EXERCISE DATA:

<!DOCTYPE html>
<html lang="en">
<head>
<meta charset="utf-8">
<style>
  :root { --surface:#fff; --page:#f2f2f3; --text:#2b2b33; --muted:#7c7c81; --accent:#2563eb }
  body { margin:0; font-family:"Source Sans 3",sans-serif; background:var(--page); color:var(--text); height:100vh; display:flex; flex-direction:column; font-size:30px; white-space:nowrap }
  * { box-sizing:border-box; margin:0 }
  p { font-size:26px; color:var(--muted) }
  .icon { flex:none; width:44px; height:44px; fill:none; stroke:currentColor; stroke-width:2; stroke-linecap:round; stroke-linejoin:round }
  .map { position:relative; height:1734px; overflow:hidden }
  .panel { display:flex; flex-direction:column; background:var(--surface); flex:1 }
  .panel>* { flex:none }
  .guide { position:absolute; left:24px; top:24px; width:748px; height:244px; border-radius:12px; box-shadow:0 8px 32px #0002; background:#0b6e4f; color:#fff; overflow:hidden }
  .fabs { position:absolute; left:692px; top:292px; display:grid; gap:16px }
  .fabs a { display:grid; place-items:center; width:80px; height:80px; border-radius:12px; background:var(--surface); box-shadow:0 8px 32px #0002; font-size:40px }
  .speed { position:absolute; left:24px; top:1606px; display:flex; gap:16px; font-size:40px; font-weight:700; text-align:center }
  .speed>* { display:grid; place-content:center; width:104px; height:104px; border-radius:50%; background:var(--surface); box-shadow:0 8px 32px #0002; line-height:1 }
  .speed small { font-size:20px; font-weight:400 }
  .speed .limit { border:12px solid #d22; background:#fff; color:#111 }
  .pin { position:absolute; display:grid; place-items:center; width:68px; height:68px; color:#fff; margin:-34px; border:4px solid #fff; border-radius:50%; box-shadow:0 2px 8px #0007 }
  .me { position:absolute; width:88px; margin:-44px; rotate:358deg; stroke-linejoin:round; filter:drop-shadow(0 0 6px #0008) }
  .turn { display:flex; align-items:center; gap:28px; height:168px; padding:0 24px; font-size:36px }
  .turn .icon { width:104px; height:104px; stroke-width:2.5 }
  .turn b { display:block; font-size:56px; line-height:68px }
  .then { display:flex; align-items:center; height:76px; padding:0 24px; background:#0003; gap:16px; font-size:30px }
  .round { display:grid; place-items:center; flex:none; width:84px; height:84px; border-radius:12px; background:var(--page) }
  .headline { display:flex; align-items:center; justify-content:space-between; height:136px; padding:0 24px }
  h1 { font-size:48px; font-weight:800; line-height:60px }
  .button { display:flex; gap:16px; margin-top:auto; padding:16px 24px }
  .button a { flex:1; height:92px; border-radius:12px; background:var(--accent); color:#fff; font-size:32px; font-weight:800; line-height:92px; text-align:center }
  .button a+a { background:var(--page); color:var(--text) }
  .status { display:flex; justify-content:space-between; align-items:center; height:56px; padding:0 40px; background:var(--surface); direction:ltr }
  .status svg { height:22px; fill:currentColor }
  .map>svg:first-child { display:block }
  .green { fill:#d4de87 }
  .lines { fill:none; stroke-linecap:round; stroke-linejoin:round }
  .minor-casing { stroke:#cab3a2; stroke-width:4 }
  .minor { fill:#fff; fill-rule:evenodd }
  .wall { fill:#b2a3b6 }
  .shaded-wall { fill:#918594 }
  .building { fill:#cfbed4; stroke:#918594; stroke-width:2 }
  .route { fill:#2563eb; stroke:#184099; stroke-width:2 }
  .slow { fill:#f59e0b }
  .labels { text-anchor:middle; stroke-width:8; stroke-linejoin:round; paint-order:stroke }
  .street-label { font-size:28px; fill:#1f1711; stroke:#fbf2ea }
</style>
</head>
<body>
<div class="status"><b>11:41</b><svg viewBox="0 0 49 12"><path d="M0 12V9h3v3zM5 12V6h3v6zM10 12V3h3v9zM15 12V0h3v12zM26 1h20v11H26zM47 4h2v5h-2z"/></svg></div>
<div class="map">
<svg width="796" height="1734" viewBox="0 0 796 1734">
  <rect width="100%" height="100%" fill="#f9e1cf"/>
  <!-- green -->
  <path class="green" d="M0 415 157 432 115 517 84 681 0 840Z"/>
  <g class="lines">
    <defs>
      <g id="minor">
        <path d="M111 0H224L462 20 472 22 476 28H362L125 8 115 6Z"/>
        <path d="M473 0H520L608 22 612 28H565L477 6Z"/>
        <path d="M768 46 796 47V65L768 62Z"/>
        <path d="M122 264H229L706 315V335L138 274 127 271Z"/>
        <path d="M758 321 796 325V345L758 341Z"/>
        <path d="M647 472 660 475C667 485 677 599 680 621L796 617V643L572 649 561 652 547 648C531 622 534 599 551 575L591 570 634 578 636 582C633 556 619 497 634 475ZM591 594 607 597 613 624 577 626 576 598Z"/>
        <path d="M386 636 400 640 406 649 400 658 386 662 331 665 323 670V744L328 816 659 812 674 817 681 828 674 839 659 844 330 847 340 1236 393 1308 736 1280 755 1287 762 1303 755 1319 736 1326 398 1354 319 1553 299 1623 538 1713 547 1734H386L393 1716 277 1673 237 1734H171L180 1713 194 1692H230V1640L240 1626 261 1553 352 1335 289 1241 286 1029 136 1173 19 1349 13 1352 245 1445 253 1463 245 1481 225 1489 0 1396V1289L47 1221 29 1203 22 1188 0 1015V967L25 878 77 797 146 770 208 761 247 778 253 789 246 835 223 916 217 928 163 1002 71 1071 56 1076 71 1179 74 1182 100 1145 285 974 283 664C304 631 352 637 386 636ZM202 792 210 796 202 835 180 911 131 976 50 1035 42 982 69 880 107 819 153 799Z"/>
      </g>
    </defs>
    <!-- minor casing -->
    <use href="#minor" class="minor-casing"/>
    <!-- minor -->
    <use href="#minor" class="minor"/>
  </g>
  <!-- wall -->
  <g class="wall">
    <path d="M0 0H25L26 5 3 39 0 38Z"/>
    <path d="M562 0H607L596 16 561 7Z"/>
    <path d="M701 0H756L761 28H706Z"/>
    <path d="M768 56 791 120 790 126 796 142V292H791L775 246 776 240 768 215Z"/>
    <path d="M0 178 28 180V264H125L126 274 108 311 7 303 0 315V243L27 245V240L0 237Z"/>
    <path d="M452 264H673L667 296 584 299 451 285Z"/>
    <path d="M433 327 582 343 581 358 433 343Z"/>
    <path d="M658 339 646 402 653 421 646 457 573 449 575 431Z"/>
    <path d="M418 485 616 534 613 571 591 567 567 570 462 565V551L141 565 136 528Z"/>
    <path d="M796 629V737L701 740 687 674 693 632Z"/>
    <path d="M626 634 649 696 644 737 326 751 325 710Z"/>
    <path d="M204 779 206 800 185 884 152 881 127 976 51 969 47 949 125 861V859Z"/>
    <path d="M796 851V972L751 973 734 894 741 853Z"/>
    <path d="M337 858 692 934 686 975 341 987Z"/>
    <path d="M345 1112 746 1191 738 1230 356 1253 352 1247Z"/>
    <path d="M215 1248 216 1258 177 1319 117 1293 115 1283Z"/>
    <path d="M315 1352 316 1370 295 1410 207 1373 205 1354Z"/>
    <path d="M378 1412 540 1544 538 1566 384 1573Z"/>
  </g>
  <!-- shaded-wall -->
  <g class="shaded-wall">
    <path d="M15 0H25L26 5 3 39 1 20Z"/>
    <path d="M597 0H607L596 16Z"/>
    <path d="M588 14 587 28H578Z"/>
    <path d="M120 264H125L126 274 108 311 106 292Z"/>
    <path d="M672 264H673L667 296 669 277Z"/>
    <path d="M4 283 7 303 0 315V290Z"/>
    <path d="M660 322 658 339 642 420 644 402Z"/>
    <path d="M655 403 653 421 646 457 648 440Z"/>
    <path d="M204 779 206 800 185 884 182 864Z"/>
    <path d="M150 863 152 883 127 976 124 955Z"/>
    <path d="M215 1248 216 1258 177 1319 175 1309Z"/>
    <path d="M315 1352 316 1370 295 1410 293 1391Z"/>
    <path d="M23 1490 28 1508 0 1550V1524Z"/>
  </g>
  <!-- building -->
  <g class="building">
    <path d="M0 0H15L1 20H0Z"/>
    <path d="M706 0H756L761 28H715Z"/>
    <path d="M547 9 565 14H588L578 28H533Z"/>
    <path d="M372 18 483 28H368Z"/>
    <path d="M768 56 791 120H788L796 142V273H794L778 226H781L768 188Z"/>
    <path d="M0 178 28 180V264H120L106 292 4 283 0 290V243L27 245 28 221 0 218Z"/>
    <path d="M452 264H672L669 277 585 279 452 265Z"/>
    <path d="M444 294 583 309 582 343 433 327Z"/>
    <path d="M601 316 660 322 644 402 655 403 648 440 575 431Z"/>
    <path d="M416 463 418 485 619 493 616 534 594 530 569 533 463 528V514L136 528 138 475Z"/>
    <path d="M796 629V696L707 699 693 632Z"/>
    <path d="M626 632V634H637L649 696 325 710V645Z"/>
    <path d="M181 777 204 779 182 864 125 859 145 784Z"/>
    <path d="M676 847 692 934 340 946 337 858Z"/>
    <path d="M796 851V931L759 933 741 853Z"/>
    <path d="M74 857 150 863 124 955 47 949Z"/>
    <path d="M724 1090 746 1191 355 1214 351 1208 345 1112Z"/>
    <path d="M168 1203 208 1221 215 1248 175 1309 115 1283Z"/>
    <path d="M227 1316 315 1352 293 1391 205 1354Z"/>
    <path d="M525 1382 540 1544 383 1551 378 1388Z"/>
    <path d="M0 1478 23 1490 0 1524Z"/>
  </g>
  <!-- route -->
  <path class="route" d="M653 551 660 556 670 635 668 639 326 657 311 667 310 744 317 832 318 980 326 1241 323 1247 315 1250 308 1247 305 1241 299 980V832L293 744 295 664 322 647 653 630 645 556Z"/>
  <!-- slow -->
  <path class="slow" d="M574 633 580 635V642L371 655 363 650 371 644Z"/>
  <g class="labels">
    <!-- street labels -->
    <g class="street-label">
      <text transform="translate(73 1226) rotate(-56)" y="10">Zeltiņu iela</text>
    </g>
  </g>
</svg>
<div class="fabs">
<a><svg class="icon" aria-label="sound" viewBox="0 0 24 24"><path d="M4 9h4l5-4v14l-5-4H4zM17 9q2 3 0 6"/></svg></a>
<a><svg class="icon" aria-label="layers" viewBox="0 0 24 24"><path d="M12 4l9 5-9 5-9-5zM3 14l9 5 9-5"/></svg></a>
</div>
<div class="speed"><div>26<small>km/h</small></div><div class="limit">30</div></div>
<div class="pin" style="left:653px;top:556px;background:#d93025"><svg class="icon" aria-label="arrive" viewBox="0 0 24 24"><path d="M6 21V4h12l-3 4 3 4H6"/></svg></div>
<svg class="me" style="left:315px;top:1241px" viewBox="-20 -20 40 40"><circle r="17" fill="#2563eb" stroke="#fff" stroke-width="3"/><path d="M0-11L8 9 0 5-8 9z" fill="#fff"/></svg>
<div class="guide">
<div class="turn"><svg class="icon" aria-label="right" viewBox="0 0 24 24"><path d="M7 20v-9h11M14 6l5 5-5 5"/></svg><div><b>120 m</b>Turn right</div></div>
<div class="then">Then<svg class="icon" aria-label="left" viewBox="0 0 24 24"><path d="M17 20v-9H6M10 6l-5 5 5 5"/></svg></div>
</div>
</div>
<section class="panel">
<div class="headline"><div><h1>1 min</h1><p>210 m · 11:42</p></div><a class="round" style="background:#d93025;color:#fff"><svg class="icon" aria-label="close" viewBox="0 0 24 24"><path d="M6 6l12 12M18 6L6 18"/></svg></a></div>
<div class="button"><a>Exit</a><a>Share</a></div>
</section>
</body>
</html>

WORK ORDER: What are the lines above, starting at the one with "display:block; font-size:56px; line-height:68px" and ending at the one with "display:flex; align-items:center; height:76px;"? Give them again exactly, and only them.

REPLY TO THE TASK:
  .turn b { display:block; font-size:56px; line-height:68px }
  .then { display:flex; align-items:center; height:76px; padding:0 24px; background:#0003; gap:16px; font-size:30px }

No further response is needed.